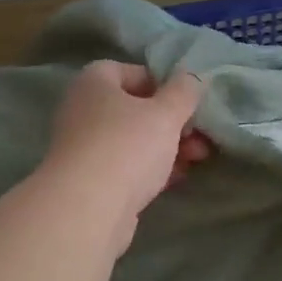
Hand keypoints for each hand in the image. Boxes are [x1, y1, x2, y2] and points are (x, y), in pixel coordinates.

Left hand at [40, 61, 209, 231]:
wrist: (87, 209)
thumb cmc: (127, 147)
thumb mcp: (166, 114)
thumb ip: (183, 92)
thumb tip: (191, 77)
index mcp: (94, 83)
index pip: (129, 71)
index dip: (161, 82)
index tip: (186, 101)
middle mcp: (83, 110)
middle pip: (134, 108)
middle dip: (171, 121)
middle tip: (199, 135)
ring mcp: (83, 147)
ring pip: (132, 140)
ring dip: (166, 146)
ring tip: (197, 159)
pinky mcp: (89, 181)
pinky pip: (125, 166)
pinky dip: (150, 169)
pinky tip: (175, 179)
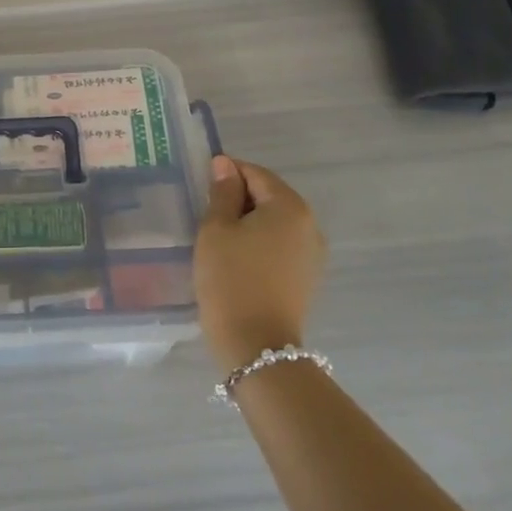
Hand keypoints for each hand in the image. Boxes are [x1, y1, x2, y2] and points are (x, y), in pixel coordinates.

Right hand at [194, 155, 327, 373]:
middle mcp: (309, 224)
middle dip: (237, 198)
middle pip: (268, 195)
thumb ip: (222, 192)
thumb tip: (224, 165)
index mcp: (289, 206)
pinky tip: (236, 257)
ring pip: (274, 221)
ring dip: (247, 221)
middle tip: (204, 212)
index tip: (200, 186)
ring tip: (217, 237)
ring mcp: (312, 252)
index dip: (226, 174)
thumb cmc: (230, 278)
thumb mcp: (216, 229)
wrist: (255, 345)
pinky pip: (280, 244)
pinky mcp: (306, 276)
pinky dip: (258, 242)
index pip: (255, 173)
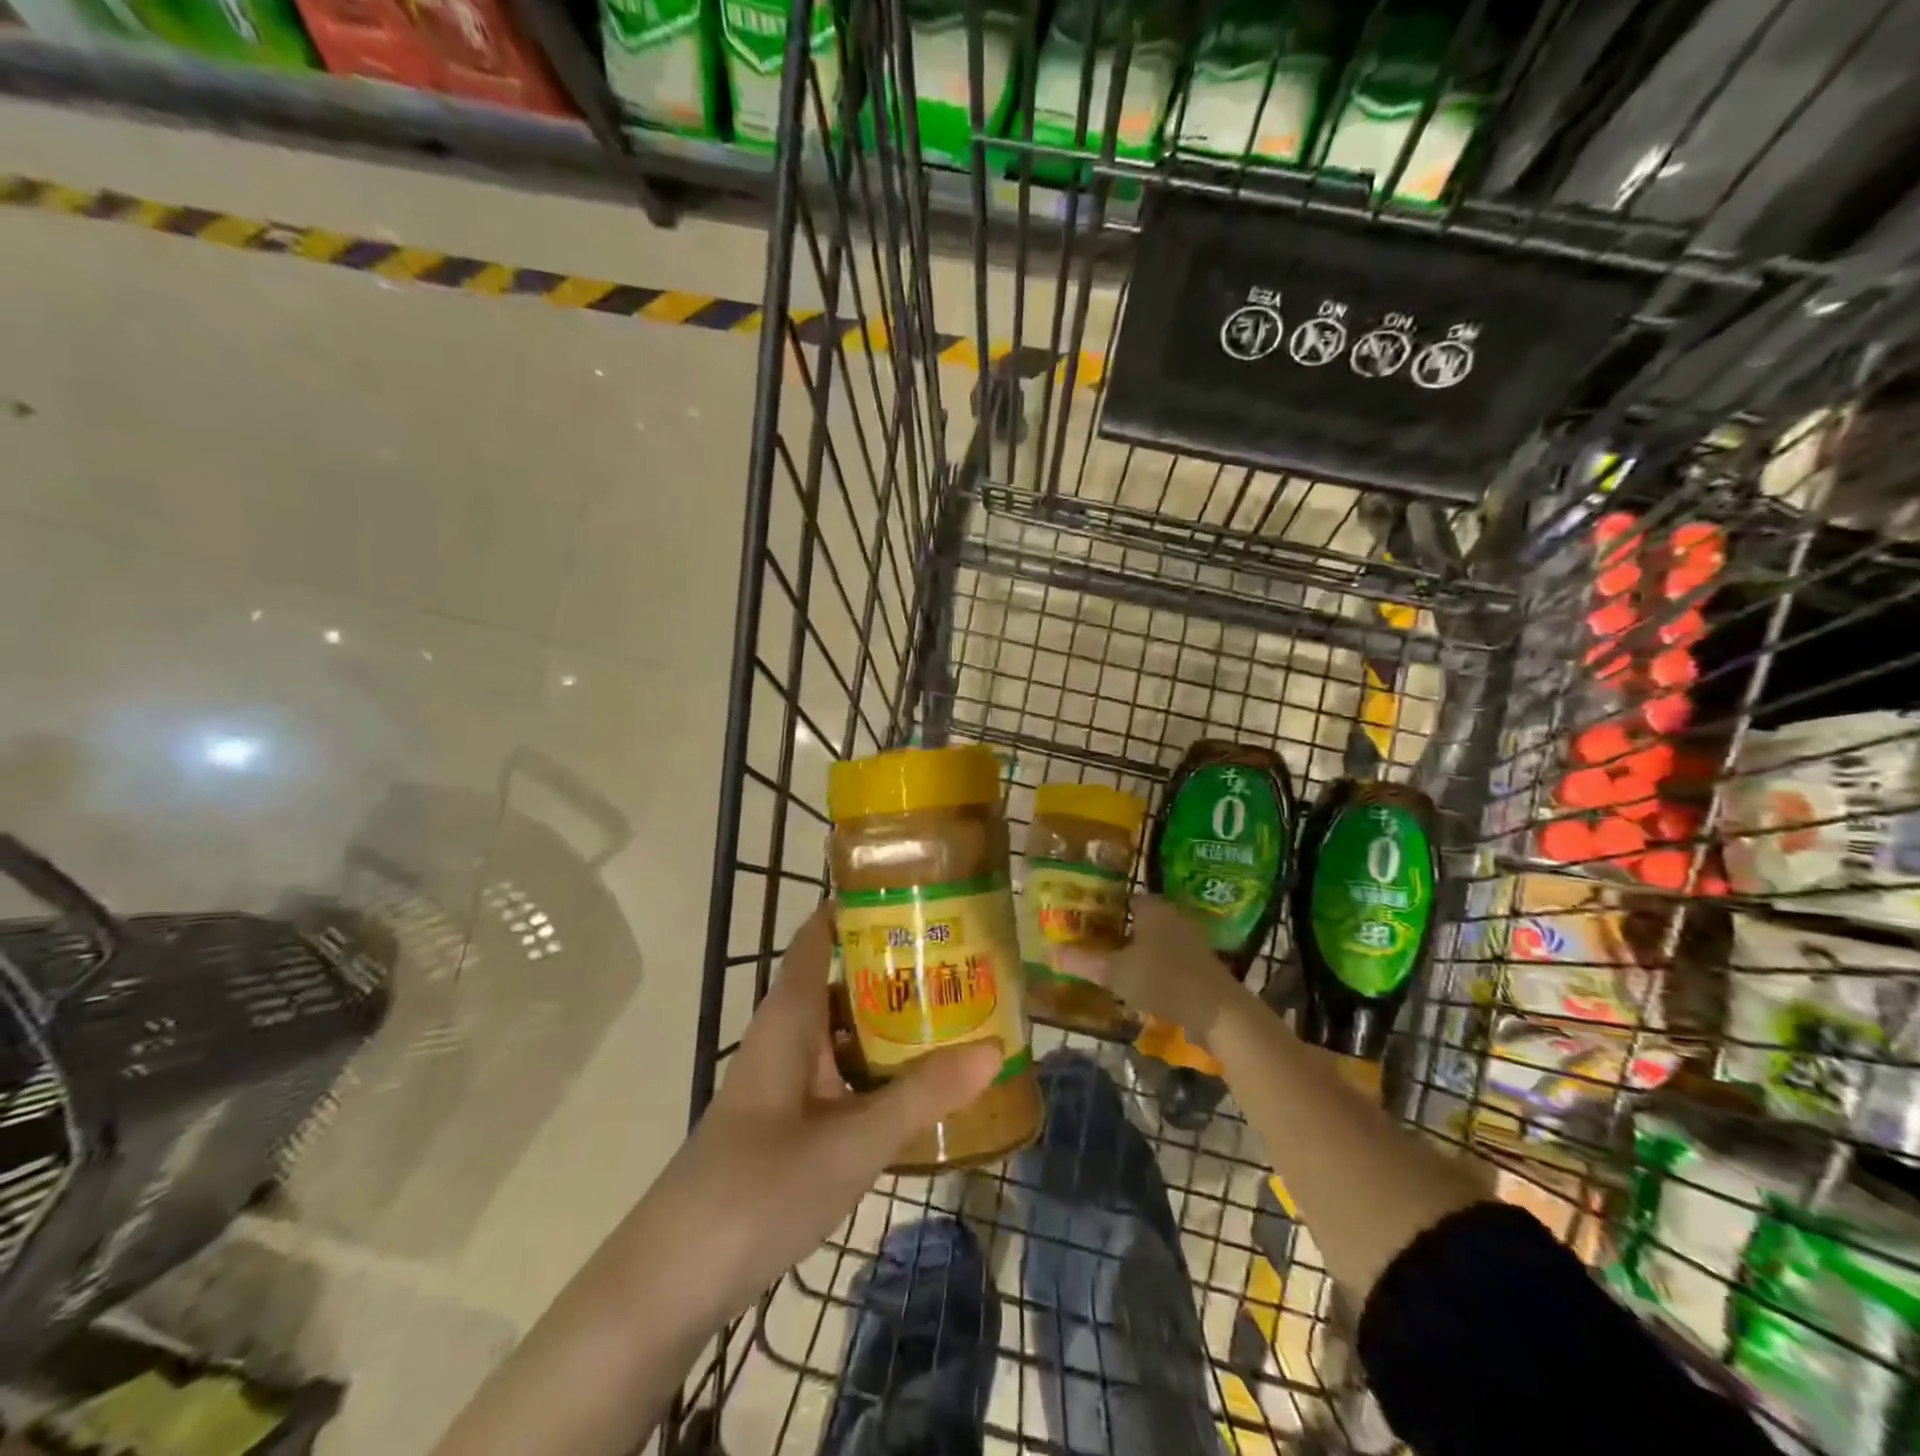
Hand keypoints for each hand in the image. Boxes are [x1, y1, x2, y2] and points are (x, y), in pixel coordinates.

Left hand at [660, 904, 1000, 1320]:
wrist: (673, 1280)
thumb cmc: (759, 1189)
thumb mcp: (852, 1142)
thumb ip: (922, 1095)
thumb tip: (993, 1046)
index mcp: (790, 1015)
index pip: (821, 933)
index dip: (863, 906)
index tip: (920, 895)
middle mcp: (787, 1034)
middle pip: (845, 979)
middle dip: (900, 968)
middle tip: (966, 958)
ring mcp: (786, 1078)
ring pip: (847, 1030)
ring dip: (894, 1022)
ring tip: (959, 1013)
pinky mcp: (789, 1117)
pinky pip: (842, 1073)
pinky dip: (879, 1069)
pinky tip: (921, 1087)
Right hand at [1056, 894, 1248, 1046]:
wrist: (1219, 1013)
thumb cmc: (1163, 980)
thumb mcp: (1115, 972)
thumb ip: (1083, 961)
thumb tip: (1050, 951)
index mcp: (1152, 907)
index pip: (1122, 896)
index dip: (1100, 906)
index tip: (1080, 918)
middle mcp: (1172, 916)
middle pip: (1137, 917)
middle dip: (1115, 929)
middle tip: (1088, 941)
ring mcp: (1189, 940)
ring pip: (1152, 939)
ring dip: (1133, 950)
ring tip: (1107, 963)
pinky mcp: (1199, 965)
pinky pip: (1166, 958)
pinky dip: (1150, 966)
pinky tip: (1135, 983)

Your goal:
From the first line above through the line containing "index tip: (186, 101)", copy everything exactly, without the pictures.

Result below:
Hand keypoints for each hand in the image. Boxes are [x1, y1, x2, y2] and points are (x, y), in pixel coordinates.

Left hand at [40, 61, 209, 231]:
wrist: (87, 209)
thumb cmc: (127, 147)
thumb mcp: (166, 114)
thumb ip: (183, 92)
thumb tip: (191, 77)
index mcp: (94, 83)
index pip: (129, 71)
index dip: (161, 82)
index tip: (186, 101)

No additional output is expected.